Work to complete: Among the entries below, please show each line that carries the word "from".

____ Data records

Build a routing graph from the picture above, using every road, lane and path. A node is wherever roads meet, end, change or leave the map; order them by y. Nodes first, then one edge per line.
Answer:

________
____ Data records

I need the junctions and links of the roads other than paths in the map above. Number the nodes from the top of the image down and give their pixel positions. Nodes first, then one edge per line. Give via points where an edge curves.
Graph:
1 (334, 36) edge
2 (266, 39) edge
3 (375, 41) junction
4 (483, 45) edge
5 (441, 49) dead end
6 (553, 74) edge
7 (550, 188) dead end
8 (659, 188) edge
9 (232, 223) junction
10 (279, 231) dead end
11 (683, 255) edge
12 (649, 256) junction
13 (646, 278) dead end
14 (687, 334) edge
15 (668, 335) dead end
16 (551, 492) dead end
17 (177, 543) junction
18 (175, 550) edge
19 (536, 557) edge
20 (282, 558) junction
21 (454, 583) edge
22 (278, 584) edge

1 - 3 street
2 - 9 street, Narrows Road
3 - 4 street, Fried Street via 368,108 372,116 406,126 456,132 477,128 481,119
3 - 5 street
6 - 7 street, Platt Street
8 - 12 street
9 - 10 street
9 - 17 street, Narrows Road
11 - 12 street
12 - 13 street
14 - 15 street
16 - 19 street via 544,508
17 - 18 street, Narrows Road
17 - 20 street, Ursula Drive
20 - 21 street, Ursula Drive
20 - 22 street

________

Solution to the problem:
Build a routing graph from the picture above, using every road, lane and path. A node is wherever roads meet, end, change or leave the map; order them by y. Nodes first, then one edge per line.
I need the junctions and links of the roads other than paths in the map above. Number the nodes from the top of the image down and give their pixel positions. Nodes first, then one edge per line. Give via points where an edge curves.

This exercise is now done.